● **Prompt**
Return the lines exactly as they stand, from the first of the material through the line containing "For a GIS import: Summarize".

● **Provided data**
━━━━━━━━

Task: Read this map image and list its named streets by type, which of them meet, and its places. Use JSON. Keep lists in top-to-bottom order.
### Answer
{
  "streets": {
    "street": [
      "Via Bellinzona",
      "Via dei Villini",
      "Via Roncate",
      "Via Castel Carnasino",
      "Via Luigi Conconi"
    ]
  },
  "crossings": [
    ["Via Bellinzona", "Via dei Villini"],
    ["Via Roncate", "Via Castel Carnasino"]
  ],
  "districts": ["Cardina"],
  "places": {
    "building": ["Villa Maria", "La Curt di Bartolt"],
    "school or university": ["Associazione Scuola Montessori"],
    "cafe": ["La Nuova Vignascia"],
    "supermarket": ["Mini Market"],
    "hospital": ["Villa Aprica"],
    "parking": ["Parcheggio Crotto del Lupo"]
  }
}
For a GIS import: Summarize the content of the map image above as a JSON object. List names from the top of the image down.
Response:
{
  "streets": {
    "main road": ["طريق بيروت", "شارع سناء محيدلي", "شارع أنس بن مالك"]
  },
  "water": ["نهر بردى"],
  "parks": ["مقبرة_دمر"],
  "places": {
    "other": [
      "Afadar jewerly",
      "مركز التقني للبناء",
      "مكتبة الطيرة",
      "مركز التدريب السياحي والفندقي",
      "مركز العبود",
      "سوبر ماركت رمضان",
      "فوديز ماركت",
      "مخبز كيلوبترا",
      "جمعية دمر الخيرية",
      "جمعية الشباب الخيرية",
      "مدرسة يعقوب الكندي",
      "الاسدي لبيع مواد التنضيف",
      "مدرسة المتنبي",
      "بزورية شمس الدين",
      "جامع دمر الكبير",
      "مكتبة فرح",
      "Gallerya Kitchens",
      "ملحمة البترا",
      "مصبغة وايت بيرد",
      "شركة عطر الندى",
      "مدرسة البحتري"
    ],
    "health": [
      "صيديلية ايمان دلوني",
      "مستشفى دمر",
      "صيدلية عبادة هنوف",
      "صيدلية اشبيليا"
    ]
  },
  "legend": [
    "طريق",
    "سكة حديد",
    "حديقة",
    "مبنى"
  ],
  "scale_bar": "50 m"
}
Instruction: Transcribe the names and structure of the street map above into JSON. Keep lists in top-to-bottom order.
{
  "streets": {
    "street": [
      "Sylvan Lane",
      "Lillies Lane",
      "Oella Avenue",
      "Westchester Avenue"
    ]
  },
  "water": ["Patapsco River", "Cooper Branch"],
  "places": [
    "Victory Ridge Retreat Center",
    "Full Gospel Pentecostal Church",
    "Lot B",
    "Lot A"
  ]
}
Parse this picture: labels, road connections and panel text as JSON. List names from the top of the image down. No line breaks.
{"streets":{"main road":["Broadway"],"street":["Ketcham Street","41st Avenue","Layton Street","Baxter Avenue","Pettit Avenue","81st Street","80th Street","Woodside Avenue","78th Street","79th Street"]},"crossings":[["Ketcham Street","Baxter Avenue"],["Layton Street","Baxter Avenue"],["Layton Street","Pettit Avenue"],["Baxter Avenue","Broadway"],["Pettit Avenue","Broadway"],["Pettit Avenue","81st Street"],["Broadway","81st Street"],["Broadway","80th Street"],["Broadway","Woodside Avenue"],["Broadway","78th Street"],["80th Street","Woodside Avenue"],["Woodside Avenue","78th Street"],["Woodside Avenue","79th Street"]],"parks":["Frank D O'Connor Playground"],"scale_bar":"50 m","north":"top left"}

━━━━━━━━

● **Task output**
Task: Read this map image and list its named streets by type, which of them meet, and its places. Use JSON. Keep lists in top-to-bottom order.
### Answer
{
  "streets": {
    "street": [
      "Via Bellinzona",
      "Via dei Villini",
      "Via Roncate",
      "Via Castel Carnasino",
      "Via Luigi Conconi"
    ]
  },
  "crossings": [
    ["Via Bellinzona", "Via dei Villini"],
    ["Via Roncate", "Via Castel Carnasino"]
  ],
  "districts": ["Cardina"],
  "places": {
    "building": ["Villa Maria", "La Curt di Bartolt"],
    "school or university": ["Associazione Scuola Montessori"],
    "cafe": ["La Nuova Vignascia"],
    "supermarket": ["Mini Market"],
    "hospital": ["Villa Aprica"],
    "parking": ["Parcheggio Crotto del Lupo"]
  }
}
For a GIS import: Summarize the content of the map image above as a JSON object. List names from the top of the image down.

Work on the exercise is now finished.